▶ [Problem requirements]: In the data that follows, every line containing the word "Giacinto" should be returned.

▶ [Input records]:
- Opening Delimiter -

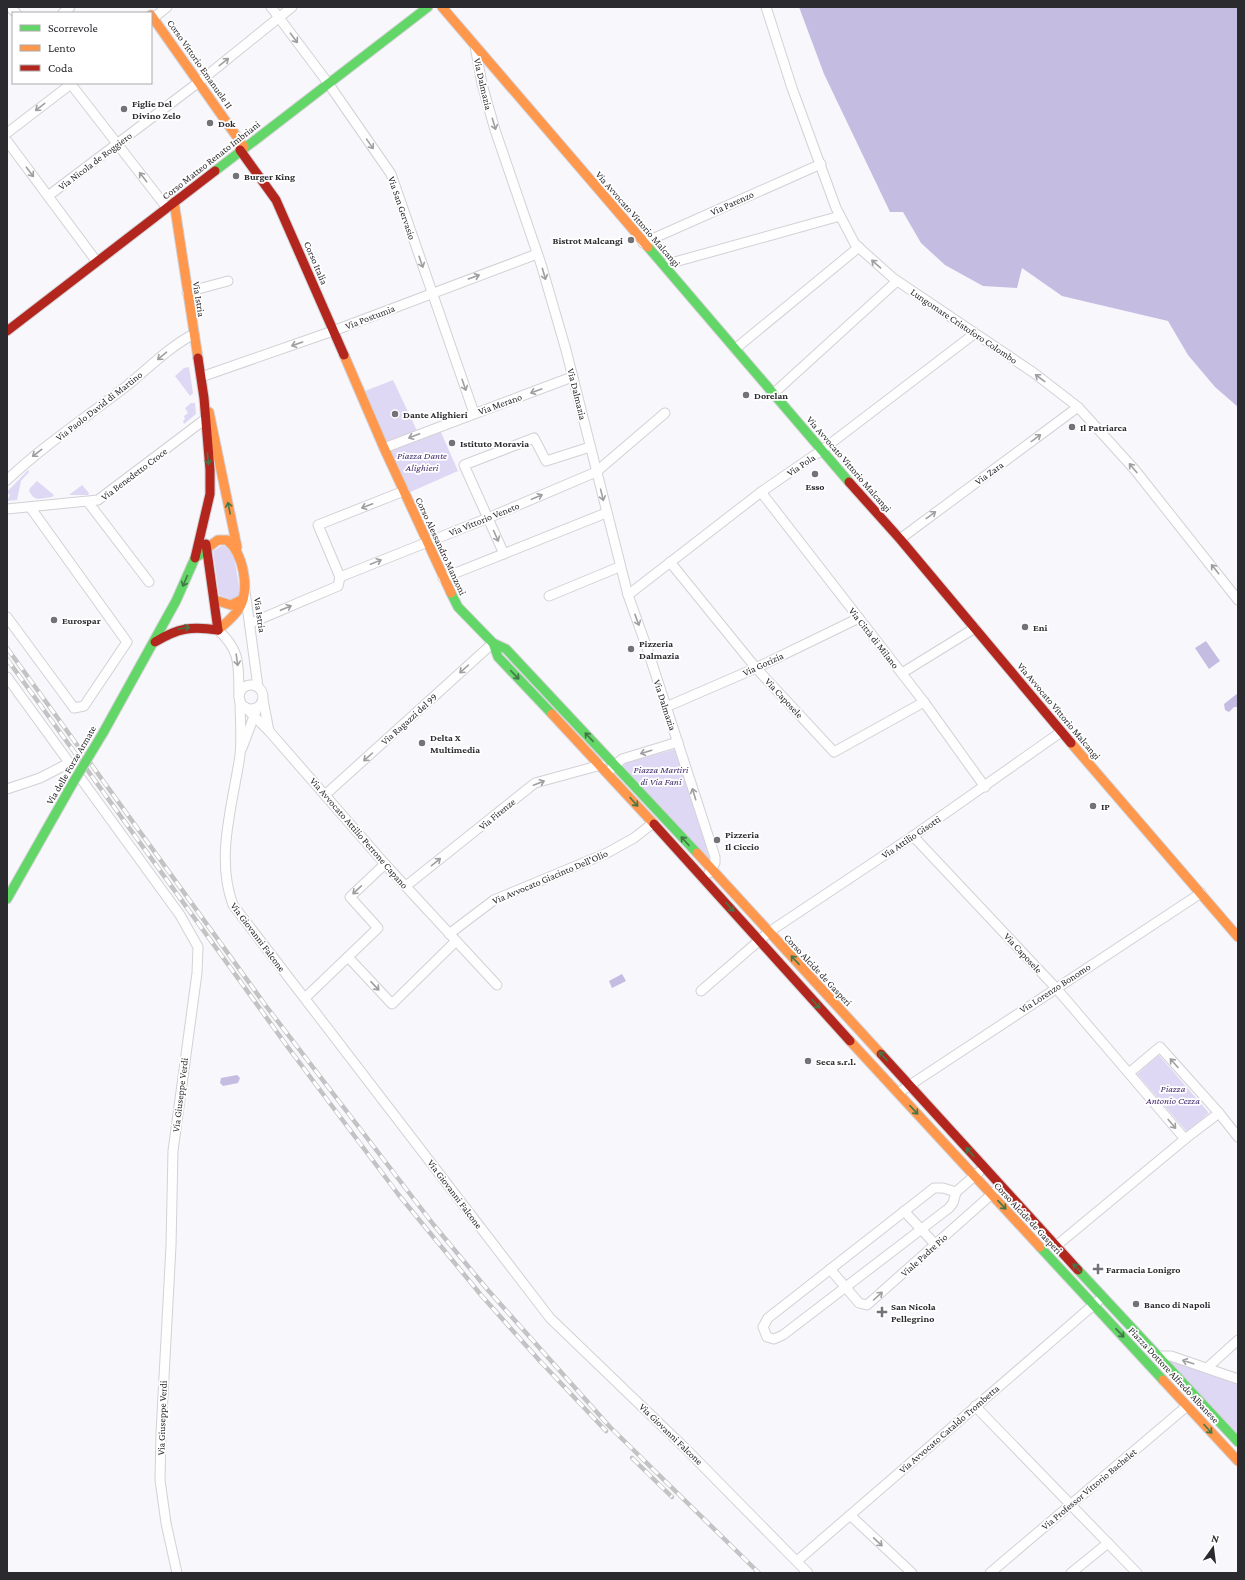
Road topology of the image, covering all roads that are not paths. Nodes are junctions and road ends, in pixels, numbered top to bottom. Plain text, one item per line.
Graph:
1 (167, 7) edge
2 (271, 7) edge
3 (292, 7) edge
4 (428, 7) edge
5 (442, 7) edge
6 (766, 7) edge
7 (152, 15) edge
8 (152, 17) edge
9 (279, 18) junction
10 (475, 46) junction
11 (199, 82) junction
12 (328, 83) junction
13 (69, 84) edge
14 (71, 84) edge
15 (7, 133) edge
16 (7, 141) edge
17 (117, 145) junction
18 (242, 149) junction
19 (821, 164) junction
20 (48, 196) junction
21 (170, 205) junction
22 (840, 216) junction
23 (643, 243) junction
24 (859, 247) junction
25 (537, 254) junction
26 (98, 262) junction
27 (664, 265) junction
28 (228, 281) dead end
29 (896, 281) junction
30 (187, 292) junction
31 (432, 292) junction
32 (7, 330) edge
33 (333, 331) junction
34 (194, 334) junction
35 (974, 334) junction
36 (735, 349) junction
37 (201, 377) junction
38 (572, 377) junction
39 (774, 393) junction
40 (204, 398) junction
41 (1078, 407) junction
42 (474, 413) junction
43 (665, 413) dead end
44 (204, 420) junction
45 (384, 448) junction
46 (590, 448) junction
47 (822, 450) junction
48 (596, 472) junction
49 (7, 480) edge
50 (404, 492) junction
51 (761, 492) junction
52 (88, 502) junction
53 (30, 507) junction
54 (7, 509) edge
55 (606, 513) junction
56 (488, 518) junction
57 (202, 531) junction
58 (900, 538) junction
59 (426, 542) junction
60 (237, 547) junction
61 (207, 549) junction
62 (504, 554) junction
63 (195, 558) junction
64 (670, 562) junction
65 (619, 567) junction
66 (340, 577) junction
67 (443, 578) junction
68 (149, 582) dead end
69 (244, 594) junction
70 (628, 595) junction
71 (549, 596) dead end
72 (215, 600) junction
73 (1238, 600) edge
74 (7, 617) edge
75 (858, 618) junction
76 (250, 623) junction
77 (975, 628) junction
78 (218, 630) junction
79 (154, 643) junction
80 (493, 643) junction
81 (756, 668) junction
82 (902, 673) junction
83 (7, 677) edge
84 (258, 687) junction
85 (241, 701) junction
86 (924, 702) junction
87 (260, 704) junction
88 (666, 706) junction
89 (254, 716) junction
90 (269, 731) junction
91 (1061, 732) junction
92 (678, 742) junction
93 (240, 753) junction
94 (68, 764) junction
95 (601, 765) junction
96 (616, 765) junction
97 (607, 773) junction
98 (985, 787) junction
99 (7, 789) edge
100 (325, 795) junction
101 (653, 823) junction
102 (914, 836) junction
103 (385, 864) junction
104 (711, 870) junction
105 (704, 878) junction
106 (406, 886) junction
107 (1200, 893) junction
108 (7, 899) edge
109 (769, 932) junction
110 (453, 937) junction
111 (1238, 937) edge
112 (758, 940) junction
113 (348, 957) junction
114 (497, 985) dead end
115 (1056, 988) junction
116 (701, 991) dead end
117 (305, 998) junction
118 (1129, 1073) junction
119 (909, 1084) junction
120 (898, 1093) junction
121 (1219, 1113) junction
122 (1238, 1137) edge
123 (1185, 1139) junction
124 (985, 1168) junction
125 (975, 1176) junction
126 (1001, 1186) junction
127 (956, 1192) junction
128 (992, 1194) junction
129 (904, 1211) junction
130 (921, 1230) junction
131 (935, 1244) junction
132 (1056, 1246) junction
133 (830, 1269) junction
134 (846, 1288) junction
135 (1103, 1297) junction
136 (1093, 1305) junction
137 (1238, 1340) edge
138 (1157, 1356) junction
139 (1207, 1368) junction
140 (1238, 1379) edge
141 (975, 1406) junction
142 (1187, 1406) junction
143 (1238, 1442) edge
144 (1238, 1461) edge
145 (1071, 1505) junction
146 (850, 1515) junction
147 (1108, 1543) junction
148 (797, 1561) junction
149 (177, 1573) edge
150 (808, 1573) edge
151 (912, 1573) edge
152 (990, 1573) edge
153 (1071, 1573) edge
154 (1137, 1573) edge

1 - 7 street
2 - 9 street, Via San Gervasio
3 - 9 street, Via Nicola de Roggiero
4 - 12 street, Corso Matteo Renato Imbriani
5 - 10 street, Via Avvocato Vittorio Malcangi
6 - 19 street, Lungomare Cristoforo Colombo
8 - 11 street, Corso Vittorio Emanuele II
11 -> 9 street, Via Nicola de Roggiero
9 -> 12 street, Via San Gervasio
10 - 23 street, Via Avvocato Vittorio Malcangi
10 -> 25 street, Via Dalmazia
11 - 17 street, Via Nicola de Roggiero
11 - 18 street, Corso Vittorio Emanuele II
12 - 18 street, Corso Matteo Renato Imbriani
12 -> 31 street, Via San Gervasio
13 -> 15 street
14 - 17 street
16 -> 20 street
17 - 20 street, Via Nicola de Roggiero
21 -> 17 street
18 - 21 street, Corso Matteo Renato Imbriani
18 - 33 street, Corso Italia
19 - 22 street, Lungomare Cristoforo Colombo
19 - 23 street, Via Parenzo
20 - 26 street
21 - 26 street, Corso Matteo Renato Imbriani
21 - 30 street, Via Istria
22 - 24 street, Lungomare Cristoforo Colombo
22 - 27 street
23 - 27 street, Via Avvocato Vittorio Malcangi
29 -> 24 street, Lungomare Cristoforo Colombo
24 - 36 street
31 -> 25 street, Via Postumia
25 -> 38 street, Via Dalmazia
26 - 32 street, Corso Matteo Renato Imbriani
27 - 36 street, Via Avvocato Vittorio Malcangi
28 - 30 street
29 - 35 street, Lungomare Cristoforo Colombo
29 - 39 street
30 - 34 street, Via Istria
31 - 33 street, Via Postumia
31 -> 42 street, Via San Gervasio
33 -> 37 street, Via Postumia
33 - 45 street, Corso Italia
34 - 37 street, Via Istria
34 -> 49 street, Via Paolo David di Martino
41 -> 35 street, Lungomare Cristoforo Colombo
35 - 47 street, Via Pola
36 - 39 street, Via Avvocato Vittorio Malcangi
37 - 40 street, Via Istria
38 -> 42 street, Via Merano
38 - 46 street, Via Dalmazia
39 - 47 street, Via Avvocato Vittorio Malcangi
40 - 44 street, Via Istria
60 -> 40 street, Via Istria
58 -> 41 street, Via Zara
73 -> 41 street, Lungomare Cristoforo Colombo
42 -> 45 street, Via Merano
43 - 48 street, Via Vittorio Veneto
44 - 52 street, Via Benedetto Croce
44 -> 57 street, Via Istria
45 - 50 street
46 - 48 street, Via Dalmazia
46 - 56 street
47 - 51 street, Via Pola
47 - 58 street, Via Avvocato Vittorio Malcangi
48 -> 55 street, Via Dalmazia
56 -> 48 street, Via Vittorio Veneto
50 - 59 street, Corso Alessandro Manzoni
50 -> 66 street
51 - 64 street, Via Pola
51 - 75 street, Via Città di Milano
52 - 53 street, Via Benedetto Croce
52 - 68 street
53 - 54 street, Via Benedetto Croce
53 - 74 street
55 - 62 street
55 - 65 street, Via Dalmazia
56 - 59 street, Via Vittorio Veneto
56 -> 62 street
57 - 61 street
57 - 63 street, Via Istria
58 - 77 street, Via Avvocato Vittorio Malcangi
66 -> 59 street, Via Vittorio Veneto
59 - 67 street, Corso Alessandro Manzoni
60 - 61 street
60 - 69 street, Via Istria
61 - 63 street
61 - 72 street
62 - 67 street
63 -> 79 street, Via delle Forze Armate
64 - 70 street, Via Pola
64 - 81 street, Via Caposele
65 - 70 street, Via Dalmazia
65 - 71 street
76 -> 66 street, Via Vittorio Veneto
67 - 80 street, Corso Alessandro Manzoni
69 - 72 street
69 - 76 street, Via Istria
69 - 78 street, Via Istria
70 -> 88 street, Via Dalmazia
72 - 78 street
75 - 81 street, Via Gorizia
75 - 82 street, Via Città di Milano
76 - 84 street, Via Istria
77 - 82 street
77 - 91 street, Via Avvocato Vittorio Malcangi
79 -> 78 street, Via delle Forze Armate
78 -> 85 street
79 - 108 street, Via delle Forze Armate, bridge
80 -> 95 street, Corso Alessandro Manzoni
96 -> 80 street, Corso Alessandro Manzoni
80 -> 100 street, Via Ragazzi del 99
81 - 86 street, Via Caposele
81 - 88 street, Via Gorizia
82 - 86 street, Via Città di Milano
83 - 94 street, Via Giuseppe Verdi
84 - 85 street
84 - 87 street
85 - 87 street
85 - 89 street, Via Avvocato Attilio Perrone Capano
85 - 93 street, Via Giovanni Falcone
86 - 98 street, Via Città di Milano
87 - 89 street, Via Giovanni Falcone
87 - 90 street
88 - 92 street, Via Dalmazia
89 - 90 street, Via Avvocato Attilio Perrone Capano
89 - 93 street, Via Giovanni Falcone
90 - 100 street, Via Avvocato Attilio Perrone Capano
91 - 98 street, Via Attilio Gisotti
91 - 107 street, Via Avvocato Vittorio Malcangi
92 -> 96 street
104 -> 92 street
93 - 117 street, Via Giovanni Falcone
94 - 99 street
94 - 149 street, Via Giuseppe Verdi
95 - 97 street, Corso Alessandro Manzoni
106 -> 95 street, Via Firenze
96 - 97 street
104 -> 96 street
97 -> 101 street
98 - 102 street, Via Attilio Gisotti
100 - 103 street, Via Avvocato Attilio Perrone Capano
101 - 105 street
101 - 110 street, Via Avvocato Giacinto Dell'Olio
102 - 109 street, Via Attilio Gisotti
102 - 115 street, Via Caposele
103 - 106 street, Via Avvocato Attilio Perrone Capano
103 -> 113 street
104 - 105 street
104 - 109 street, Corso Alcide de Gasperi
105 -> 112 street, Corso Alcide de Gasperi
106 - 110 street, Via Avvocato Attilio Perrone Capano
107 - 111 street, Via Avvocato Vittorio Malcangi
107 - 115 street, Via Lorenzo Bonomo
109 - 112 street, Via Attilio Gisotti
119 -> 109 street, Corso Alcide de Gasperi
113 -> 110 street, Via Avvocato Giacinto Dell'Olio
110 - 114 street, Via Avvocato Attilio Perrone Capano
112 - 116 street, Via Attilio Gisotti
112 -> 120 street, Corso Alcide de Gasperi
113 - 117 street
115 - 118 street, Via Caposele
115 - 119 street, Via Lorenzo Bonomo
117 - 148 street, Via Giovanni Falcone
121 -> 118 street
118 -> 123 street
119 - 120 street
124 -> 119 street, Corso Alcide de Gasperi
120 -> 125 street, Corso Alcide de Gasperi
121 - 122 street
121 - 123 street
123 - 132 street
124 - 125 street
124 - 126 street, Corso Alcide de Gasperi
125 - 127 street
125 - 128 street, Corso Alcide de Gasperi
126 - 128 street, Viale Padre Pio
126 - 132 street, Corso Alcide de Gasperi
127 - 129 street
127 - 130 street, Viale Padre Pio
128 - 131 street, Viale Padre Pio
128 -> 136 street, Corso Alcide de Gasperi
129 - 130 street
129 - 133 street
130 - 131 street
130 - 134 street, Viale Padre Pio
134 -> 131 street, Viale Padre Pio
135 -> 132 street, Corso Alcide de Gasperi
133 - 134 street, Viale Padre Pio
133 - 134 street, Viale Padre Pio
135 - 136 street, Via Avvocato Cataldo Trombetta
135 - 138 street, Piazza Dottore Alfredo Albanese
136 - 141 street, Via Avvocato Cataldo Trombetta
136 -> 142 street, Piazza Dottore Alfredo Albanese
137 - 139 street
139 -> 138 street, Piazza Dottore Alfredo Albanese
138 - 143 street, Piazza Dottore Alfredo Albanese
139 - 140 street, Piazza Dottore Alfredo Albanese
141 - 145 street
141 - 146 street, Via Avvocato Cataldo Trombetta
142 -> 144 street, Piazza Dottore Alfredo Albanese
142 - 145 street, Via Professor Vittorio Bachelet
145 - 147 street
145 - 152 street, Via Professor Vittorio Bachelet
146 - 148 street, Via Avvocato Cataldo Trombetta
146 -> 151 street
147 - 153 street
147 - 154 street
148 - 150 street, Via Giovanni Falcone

- Closing Delimiter -
- Opening Delimiter -

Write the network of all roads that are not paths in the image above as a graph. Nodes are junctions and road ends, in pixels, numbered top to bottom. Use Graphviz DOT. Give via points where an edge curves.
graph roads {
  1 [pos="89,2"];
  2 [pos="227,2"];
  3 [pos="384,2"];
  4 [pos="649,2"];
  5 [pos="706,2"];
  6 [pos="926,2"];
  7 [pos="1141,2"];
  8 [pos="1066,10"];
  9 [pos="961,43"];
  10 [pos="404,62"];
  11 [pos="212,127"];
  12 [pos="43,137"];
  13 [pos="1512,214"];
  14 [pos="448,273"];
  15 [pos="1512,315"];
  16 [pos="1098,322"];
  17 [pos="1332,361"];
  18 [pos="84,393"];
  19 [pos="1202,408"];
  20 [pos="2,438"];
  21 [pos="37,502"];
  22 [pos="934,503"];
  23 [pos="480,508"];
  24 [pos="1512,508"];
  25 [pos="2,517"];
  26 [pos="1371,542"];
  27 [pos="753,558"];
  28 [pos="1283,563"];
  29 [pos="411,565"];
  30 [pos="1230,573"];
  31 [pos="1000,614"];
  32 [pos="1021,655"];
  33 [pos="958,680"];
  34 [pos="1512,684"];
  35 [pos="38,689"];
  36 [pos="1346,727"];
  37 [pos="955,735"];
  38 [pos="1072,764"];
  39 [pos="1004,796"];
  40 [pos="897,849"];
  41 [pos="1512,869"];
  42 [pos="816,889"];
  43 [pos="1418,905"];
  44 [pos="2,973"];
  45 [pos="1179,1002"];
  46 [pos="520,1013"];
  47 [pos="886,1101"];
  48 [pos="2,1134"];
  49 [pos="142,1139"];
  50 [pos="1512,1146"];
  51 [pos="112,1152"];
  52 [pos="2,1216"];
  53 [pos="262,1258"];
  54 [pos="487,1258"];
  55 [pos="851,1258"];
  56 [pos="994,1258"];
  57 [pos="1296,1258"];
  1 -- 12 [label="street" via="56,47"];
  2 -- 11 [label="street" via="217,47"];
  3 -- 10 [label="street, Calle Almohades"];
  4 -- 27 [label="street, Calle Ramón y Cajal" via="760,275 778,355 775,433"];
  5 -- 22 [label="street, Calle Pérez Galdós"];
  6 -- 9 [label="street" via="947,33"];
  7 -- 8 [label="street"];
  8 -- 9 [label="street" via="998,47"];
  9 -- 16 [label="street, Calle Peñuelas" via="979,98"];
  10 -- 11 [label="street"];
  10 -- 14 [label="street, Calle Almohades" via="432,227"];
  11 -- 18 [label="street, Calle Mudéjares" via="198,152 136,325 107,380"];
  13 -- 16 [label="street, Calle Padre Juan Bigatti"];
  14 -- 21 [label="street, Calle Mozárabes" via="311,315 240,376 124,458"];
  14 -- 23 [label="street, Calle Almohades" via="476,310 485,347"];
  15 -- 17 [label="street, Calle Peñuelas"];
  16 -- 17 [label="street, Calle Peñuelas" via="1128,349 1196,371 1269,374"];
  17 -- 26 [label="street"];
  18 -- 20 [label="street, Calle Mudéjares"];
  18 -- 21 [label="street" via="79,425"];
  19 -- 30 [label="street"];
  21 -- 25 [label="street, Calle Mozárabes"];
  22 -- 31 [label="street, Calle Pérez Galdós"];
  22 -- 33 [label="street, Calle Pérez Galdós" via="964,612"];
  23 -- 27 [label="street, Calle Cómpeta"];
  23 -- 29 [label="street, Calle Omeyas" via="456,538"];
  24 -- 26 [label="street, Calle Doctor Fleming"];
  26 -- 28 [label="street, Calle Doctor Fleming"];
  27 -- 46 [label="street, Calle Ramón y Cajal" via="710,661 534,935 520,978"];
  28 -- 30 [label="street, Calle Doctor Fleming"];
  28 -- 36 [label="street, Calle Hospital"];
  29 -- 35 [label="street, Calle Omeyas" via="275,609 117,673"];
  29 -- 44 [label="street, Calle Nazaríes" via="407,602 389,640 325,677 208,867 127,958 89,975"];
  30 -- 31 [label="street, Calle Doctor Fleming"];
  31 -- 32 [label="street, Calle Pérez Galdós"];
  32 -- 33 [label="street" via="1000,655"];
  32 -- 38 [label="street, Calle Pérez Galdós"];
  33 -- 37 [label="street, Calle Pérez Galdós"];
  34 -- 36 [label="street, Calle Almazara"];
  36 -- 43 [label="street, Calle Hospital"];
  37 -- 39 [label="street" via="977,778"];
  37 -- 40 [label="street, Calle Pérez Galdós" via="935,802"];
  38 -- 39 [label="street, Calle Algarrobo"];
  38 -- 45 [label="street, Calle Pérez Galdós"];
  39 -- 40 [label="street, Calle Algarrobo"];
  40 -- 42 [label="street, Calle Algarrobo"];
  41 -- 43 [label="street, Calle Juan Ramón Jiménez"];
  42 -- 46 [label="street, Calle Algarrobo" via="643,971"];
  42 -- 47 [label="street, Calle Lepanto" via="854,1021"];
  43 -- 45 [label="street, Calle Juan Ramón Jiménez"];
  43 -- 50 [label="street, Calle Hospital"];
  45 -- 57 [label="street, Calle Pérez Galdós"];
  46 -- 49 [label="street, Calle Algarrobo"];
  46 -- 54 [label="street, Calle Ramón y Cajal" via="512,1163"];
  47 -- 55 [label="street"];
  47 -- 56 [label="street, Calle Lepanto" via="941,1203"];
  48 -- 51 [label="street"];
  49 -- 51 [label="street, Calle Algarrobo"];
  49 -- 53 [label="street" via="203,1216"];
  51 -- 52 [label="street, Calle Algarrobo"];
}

- Closing Delimiter -

▶ [Task result]:
101 - 110 street, Via Avvocato Giacinto Dell'Olio
113 -> 110 street, Via Avvocato Giacinto Dell'Olio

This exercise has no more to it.